As for the financial model itself, Lee said, “Mathematically, it works,” but it’s not perfect.

Lee said that the one problem he had with the presentation was the use of “will” instead of “may.”

He explained that Heran and Faherty told FPL officials that Indian River County and Indian River Shores residents on Vero Beach electric will leave the city’s power grid, when that is not a known fact.

Also, Heran and Faherty said FP&L will not include a surcharge as part of the potential purchase offer – FPL has made no such commitment, Lee said.

The model takes into account what the city might receive as a sale price for the electric utility, how that money could be invested, how it might affect property taxes assessed by the city and how — both for the individual and for the city and the county as a whole — the net effect of not owning the utility but having FPL rates would result in huge savings.

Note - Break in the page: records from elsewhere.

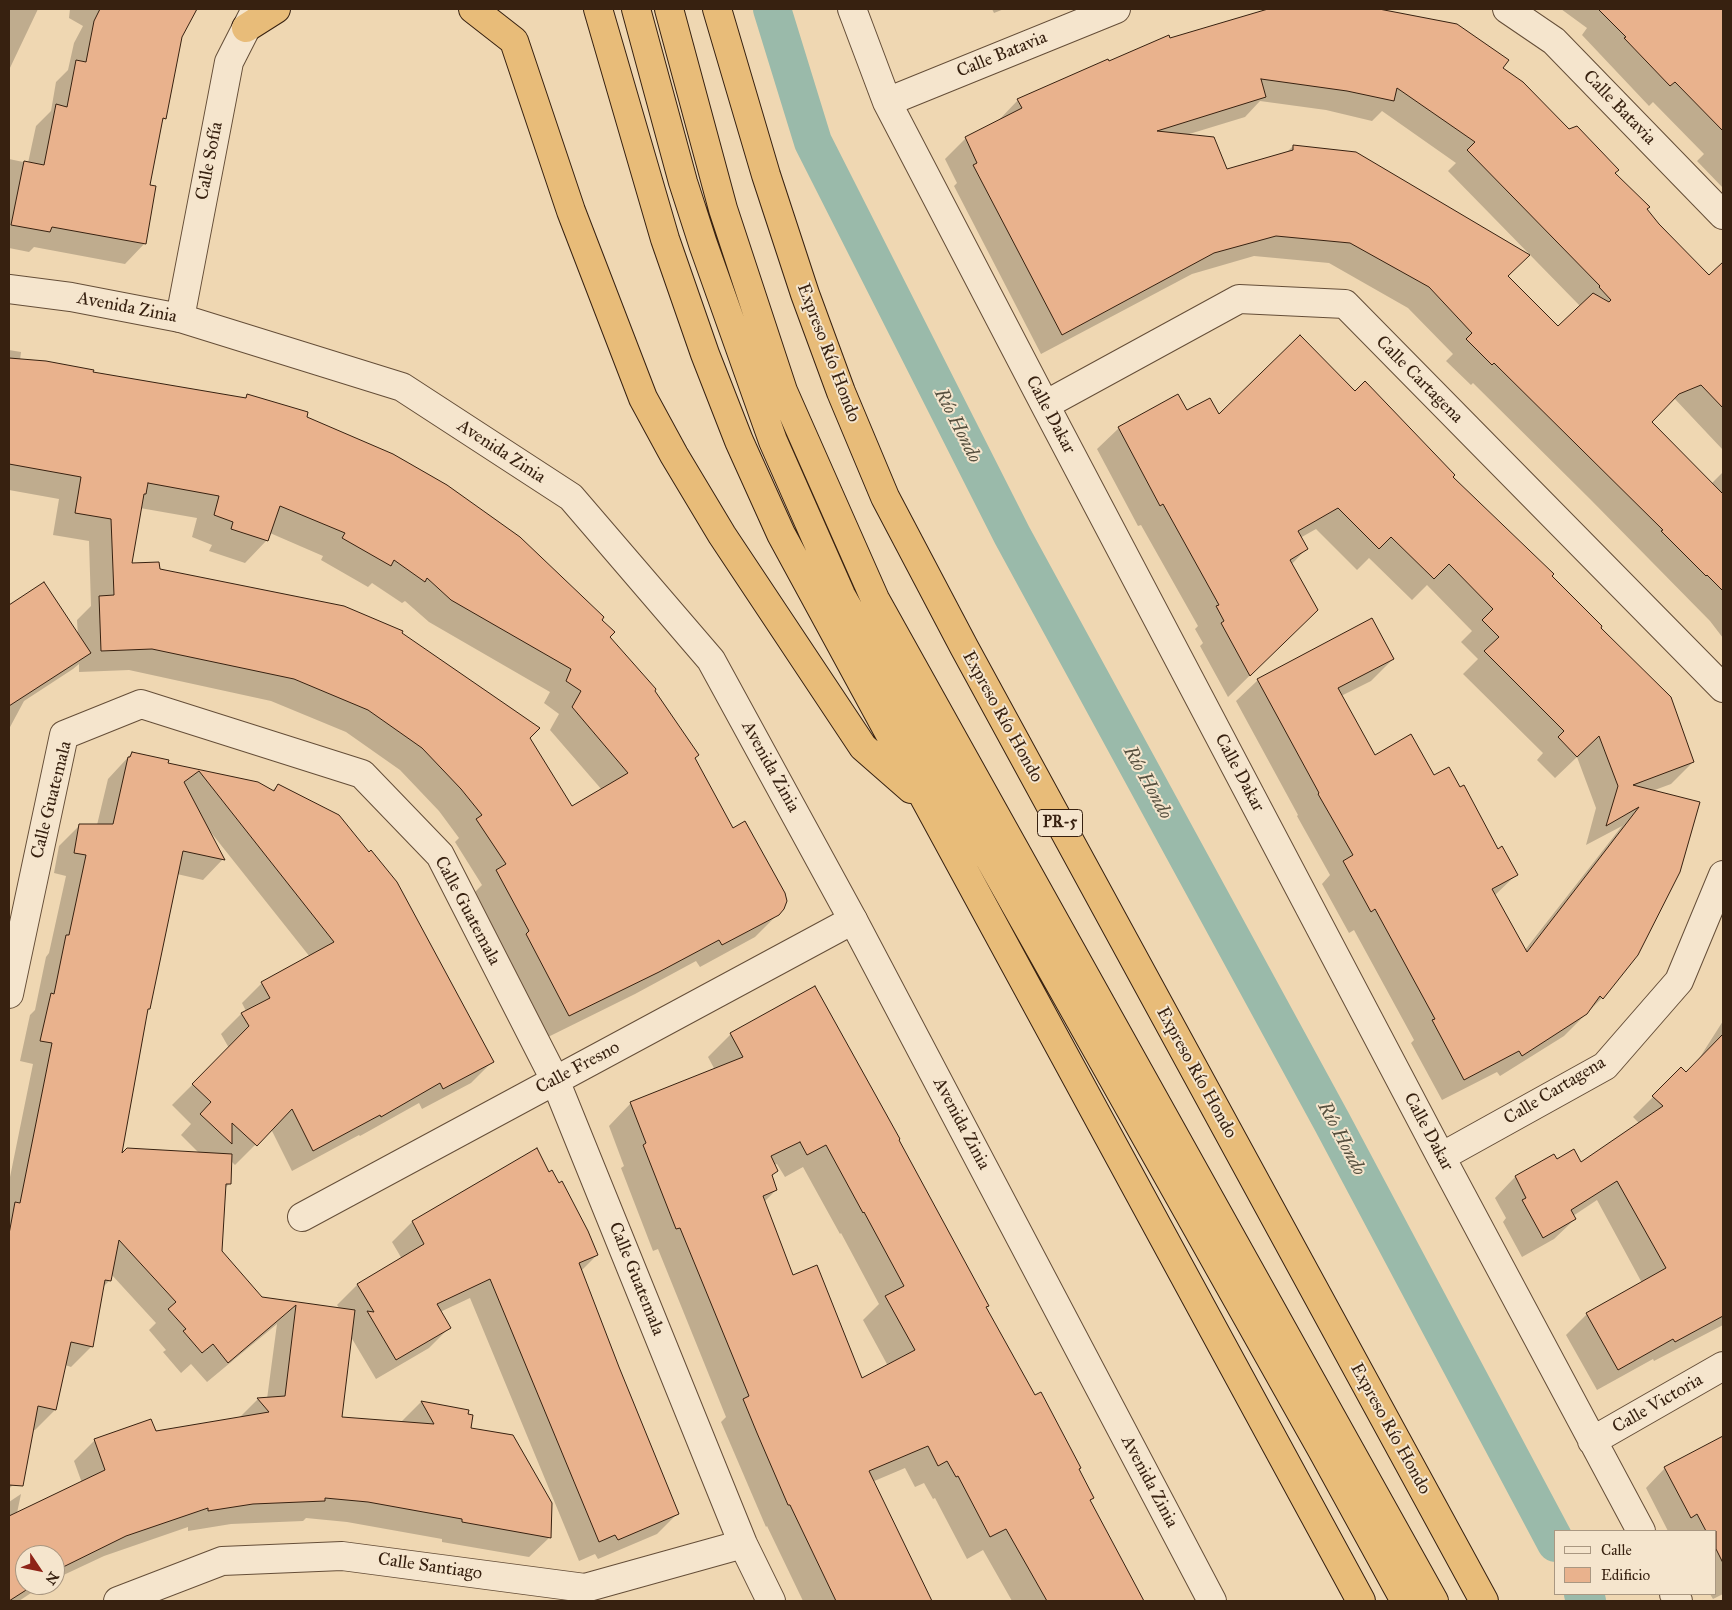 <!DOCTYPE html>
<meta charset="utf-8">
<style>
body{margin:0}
#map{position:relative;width:1732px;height:1610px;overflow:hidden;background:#efd7b2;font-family:"IM FELL Great Primer",serif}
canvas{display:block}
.frame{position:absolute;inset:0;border:10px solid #372110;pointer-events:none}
.legend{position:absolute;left:1554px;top:1530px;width:162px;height:65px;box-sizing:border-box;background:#f5e5cd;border:1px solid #a99781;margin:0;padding:6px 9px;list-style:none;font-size:15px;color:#372110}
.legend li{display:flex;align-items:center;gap:10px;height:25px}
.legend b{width:25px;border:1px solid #a99781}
.north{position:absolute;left:15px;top:1545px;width:50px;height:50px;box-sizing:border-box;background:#f5e5cd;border:1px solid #a99781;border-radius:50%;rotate:124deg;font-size:14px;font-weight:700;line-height:20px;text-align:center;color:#372110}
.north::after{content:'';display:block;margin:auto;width:18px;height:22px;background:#8f2418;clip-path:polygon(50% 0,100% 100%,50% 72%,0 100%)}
</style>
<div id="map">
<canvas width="1732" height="1610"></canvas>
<div class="frame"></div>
<ul class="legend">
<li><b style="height:6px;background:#f5e5cd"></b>Calle</li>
<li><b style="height:14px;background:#e9b28d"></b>Edificio</li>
</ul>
<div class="north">N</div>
</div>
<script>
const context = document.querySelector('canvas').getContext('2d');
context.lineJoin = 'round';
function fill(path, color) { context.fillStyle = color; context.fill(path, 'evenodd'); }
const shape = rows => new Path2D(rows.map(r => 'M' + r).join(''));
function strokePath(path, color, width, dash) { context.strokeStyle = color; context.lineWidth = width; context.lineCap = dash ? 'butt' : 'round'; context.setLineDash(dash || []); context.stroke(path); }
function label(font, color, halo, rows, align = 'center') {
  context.font = font + ' "IM FELL Great Primer",serif'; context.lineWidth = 4; context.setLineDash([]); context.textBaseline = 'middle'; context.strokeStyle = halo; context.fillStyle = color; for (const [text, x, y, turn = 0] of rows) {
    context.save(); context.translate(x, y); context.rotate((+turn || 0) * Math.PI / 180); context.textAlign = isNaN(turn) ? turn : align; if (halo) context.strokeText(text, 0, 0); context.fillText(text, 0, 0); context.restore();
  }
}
fill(shape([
 [9,9,38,9,9,70],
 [70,9,196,9,181,37,165,118,161,122,149,186,145,243,125,264,34,247,29,252,9,248,9,159,28,163,36,126,51,111,56,82,68,70,74,43,83,26,69,18],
 [992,9,1004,9,994,13],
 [1272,9,1373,9,1457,25,1614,173,1658,224,1709,277,1716,271,1723,279,1723,450,1674,398,1650,422,1711,484,1723,472,1723,638,1710,621,1590,499,1473,383,1471,385,1446,361,1453,354,1408,308,1329,263,1254,256,1192,274,1041,354,954,186,957,183,945,159,966,138,998,121,1018,100,1109,62,1170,39],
 [1260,101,1326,110,1372,121,1382,111,1456,163,1448,171,1580,306,1558,328,1506,277,1293,146,1287,152,1227,170,1186,135,1245,117],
 [1561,9,1723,9,1723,188,1697,161,1704,154,1653,102,1649,106,1582,35,1587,28],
 [9,350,21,352,20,360,244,399,248,395,306,417,600,620,608,637,653,691,694,759,778,914,755,937,700,967,696,961,635,994,546,1038,504,957,507,954,474,893,482,885,455,842,459,838,439,811,400,770,346,732,271,701,129,670,79,672,79,664,73,669,24,701,9,729,9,690,15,693,9,683,9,607,43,584,78,636,77,620,91,606,89,541,53,535,59,499,9,490],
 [140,508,197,518,192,537,212,545,209,551,245,563,267,540,270,533,323,556,321,560,368,587,372,583,402,603,405,601,429,622,550,692,544,703,559,714,550,730,602,790,572,808,529,738,401,634,159,570,130,564],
 [1355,393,1451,477,1550,576,1599,628,1693,762,1671,784,1652,791,1602,998,1564,1036,1500,1076,1497,1072,1442,1100,1411,1043,1414,1040,1354,930,1349,933,1322,884,1330,875,1297,816,1298,815,1236,701,1258,680,1393,659,1371,681,1341,696,1374,757,1434,777,1497,850,1516,875,1494,896,1525,950,1622,826,1586,845,1596,808,1577,757,1555,778,1537,760,1543,753,1463,674,1478,659,1461,642,1472,631,1427,585,1412,600,1369,558,1357,570,1316,529,1300,538,1306,549,1291,565,1316,610,1228,697,1200,646,1203,643,1195,629,1198,626,1141,525,1138,526,1097,449,1119,428,1186,412,1218,416],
 [132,753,167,764,257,783,272,791,278,785,492,1062,471,1083,422,1109,419,1103,360,1136,359,1135,292,1171,271,1129,235,1165,230,1160,230,1183,224,1189,221,1251,261,1298,340,1309,337,1305,357,1285,402,1259,392,1242,412,1222,536,1150,597,1255,581,1271,677,1514,657,1534,598,1559,595,1554,579,1561,470,1298,440,1312,449,1328,429,1348,376,1379,351,1337,340,1418,400,1423,421,1402,467,1411,469,1429,550,1537,529,1557,442,1542,442,1539,347,1522,306,1518,303,1521,231,1524,188,1531,188,1527,104,1556,55,1579,55,1555,25,1555,25,1585,43,1585,19,1601,9,1601,9,1502,21,1494,17,1513,82,1483,74,1461,95,1440,155,1433,239,1418,258,1399,267,1399,277,1324,207,1382,191,1364,181,1373,163,1352,166,1350,149,1330,156,1323,111,1274,110,1280,102,1288,92,1346,71,1367,65,1365,55,1410,35,1430,32,1430,24,1473,9,1489,9,1182,33,1064,20,1061,30,1015,35,1010,46,957,49,953,66,876,54,873,59,846,80,825,97,825,108,779],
 [209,830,310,957,262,983,242,1003,246,1011,241,1014,221,1034,229,1048,172,1105,191,1124,181,1135,200,1154,120,1157,146,1011,149,1008,177,874,203,880,223,859,208,831],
 [1723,1021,1723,1325,1654,1361,1653,1359,1597,1390,1566,1335,1587,1314,1642,1283,1597,1200,1573,1216,1575,1219,1554,1239,1522,1257,1503,1222,1506,1218,1495,1198,1515,1177,1554,1156,1556,1161,1580,1163,1639,1123,1633,1117,1681,1069,1686,1073,1695,1065],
 [731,1034,898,1140,987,1306,985,1308,1034,1396,1078,1469,1093,1498,1089,1501,1143,1601,1012,1601,983,1550,967,1559,935,1498,933,1499,924,1483,915,1487,905,1468,872,1482,930,1601,803,1601,767,1526,766,1527,721,1422,726,1417,658,1249,653,1251,621,1168,624,1166,609,1126,631,1103,715,1070,708,1057],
 [777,1164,785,1177,803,1167,840,1234,841,1233,879,1304,863,1320,888,1366,862,1379,792,1277,764,1202,776,1190,771,1176,776,1171,774,1165],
 [1723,1438,1723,1594,1713,1599,1710,1594,1716,1594,1716,1531,1668,1531,1646,1488,1665,1468]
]), '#0003');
strokePath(shape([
 [772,9,813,142,1012,535,1332,1122,1556,1543],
 [1583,1594,1587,1601]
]), '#9abaaa', 38);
const building = shape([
 [100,9,197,9,182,37,166,119,163,118,150,185,156,186,146,244,52,227,50,232,11,225,24,161,44,165,56,104,67,107,76,60,86,62,94,21,100,9],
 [1268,9,1379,9,1457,24,1509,60,1503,68,1523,82,1569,129,1577,126,1619,170,1615,173,1650,207,1647,209,1659,224,1709,275,1723,262,1723,408,1701,385,1679,394,1652,422,1723,494,1723,591,1707,575,1706,576,1661,531,1663,530,1494,363,1492,365,1466,339,1472,333,1429,287,1350,243,1276,236,1214,253,1062,335,973,165,977,163,965,137,1022,108,1017,99,1108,59,1109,61,1169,35,1170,38,1268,9],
 [1261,79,1347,91,1394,101,1397,88,1475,142,1467,150,1600,286,1599,287,1611,300,1609,302,1593,293,1558,326,1508,276,1530,255,1356,152,1293,145,1293,150,1227,169,1214,137,1157,131,1266,97,1261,79],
 [1598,9,1723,9,1723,131,1675,82,1670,86,1624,38,1626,37,1598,9],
 [1300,335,1355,391,1365,381,1455,475,1453,477,1554,574,1552,576,1602,626,1601,628,1671,697,1694,762,1633,785,1700,802,1680,872,1638,955,1603,999,1600,996,1587,1014,1522,1056,1519,1051,1464,1080,1432,1020,1435,1019,1375,909,1371,912,1343,861,1353,855,1318,794,1319,793,1257,679,1372,618,1394,659,1338,688,1375,755,1411,734,1434,775,1449,767,1460,787,1464,785,1498,849,1502,846,1518,875,1492,889,1527,952,1639,807,1606,826,1618,786,1599,736,1577,757,1558,737,1564,731,1484,651,1499,637,1482,620,1493,609,1449,564,1434,579,1391,537,1379,549,1338,508,1298,531,1308,549,1290,560,1318,610,1250,676,1221,623,1224,621,1216,606,1219,605,1163,504,1160,506,1118,427,1178,394,1187,410,1210,398,1219,414,1300,335],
 [9,358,46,361,94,370,93,372,246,398,247,394,308,412,307,417,393,454,447,485,520,537,604,617,602,620,615,632,610,637,656,689,655,691,699,755,695,758,733,828,745,821,785,893,787,901,784,909,779,915,722,945,719,940,659,972,569,1016,526,934,529,931,496,870,506,864,476,819,482,815,461,789,422,748,368,710,294,679,152,649,101,651,99,596,114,595,111,519,75,513,81,477,9,464,9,358],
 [148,483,219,496,214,515,233,522,231,529,268,541,280,506,345,533,342,538,391,566,394,560,425,582,427,578,451,600,571,669,566,681,581,691,572,707,628,773,572,806,530,738,540,728,402,633,403,631,344,606,160,569,159,562,132,563,144,494,146,494,148,483],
 [44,582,91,653,9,706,9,605,44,582],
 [132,752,169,760,168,763,258,782,274,791,278,784,339,815,369,852,371,850,397,882,494,1062,443,1089,440,1083,381,1117,380,1115,313,1151,292,1109,257,1146,232,1123,232,1144,200,1114,211,1102,192,1084,249,1026,241,1013,270,998,261,982,334,942,199,771,184,782,225,860,183,851,150,1009,148,1009,122,1153,127,1148,232,1154,231,1184,226,1184,222,1251,262,1297,355,1310,342,1417,434,1424,421,1401,469,1410,468,1414,473,1415,471,1428,513,1435,552,1503,551,1538,462,1522,462,1519,368,1502,325,1498,325,1501,253,1504,208,1511,208,1508,126,1536,55,1571,55,1555,25,1555,25,1585,34,1585,9,1601,9,1516,105,1470,94,1439,151,1419,156,1431,269,1412,257,1398,285,1396,296,1305,228,1363,213,1344,202,1353,183,1331,186,1329,168,1309,176,1302,119,1240,111,1281,105,1280,93,1347,71,1342,56,1410,38,1406,23,1486,9,1485,9,1234,15,1202,20,1203,52,1043,40,1041,51,993,54,994,66,935,69,935,86,855,74,853,79,824,113,824,128,757,130,757,132,752],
 [815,986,900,1139,899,1140,989,1306,986,1307,1035,1395,1041,1392,1081,1468,1079,1469,1094,1498,1090,1500,1144,1601,1047,1601,1006,1529,990,1537,958,1476,956,1477,947,1461,938,1466,928,1446,869,1471,932,1601,836,1601,790,1505,788,1505,757,1433,743,1399,749,1396,680,1228,676,1229,643,1145,646,1143,630,1102,743,1057,730,1033,815,986],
 [800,1142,807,1155,826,1145,863,1213,864,1212,904,1286,885,1296,915,1350,862,1378,817,1265,793,1275,763,1196,777,1190,772,1175,778,1171,771,1156,800,1142],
 [1723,1034,1723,1316,1675,1342,1673,1339,1618,1370,1586,1313,1666,1268,1617,1181,1571,1210,1576,1219,1543,1238,1522,1200,1526,1198,1515,1176,1554,1154,1557,1159,1574,1149,1581,1162,1663,1106,1652,1096,1681,1067,1686,1072,1723,1034],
 [537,1148,549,1172,552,1170,559,1183,562,1181,588,1231,598,1255,579,1263,619,1367,679,1514,618,1540,615,1535,599,1542,490,1279,437,1304,451,1328,396,1360,367,1311,374,1312,357,1284,424,1244,412,1221,537,1148],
 [1723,1436,1723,1563,1716,1549,1716,1531,1706,1531,1697,1514,1691,1518,1664,1467,1723,1436]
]);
fill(building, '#e9b28d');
strokePath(building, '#372110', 1);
const minor = shape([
 [852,9,887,102,1045,405,1441,1157,1641,1531],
 [1507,9,1554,41,1723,215],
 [887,102,1116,9],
 [180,318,229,62,256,9],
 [1045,405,1239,299,1345,304,1723,688],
 [9,994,64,735,141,704,362,774,440,855,555,1080,743,1544,771,1601],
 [1441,1157,1605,1066,1679,981,1723,875],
 [302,1217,853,920],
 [1592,1441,1723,1366],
 [1674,1594,1678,1601],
 [118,1601,222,1561,342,1556,585,1588,743,1544]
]);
const tertiary = shape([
 [9,289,71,297,180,318,402,387,571,497,711,660,853,920,1212,1601]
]);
const motorway = shape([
 [473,9,514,41,571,211,643,398,674,455,722,535,863,747,911,789],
 [598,9,665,239,705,354,739,441,781,534,1361,1601],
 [636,9,683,182,703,244,773,441,841,595,1322,1450,1405,1601],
 [669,9,723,209,783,391,875,599,1434,1601],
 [717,9,766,175,805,294,841,392,885,497,964,647,1484,1601],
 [246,28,276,9]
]);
strokePath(minor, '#654e38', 30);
strokePath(tertiary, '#654e38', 30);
strokePath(motorway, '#372110', 30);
strokePath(minor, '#f5e5cd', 28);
strokePath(tertiary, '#f5e5cd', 28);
strokePath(motorway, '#e8bc79', 28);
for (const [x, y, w] of [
 [1060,823,45]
]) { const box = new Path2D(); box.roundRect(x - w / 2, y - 13.5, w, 27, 4); context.fillStyle = '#f5e5cd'; context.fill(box); strokePath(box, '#372110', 1); }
label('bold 16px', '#372110', null, [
 ["PR-5",1060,823]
]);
label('18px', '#372110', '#f5e5cd', [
 ["Calle Batavia",1002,55,-22],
 ["Calle Batavia",1619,108,46],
 ["Calle Sofía",210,161,-79],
 ["Avenida Zinia",127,308,11],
 ["Expreso Río Hondo",828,353,69],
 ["Calle Cartagena",1419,380,45],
 ["Calle Dakar",1050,415,62],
 ["Avenida Zinia",501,452,33],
 ["Expreso Río Hondo",1002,717,61],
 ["Avenida Zinia",770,767,61],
 ["Calle Dakar",1239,773,62],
 ["Calle Guatemala",52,800,-76],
 ["Calle Guatemala",467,911,62],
 ["Calle Fresno",578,1068,-28],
 ["Expreso Río Hondo",1196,1073,61],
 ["Calle Cartagena",1555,1091,-31],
 ["Avenida Zinia",961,1124,62],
 ["Calle Dakar",1428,1132,62],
 ["Calle Guatemala",636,1279,68],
 ["Calle Victoria",1658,1404,-30],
 ["Expreso Río Hondo",1390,1429,61],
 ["Avenida Zinia",1149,1482,62],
 ["Calle Santiago",430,1567,8]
]);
label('italic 19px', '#554f3e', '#f5e5cd', [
 ["Río Hondo",957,426,63],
 ["Río Hondo",1147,783,61],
 ["Río Hondo",1341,1139,62]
]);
</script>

Currently FPL rates are about 32 percent lower than rates paid by the City of Vero Beach Electric customers for the same power.

The aggregate savings for Indian River County, Heran has estimated, would be somewhere between $18 million and $28 million per year, depending on the sale price the city could get for the utility and the right to service its 34,000 customers.

The interactive part of the model allows the user to plug in different hypothetical numbers for a sale price and see the results.

The utility has not been formally appraised, but city officials have estimated its value as being $150 to $400 million, depending on what is encompassed in that package.

City Manager Jim Gabbard has estimated that the undergrounding of utilities that was done for barrier island residents is worth $100 million.

Heran said that “any number greater than zero,” with regard to the sale price, would result in a positive effect for both the city and its residents.

He added that the city should, and believes would, get a fair price from FPL for the utility.

Having seen the presentation, Lee said he does not plan to recommend to the Vero Beach City Council they receive the same.

“The deal is between FPL and the city,” Lee said. “It’s not a model anymore.”

The two entities have to look at real numbers without assumptions built in and take into considerations that are outside the scope of financials.

“That’s just good business,” he said.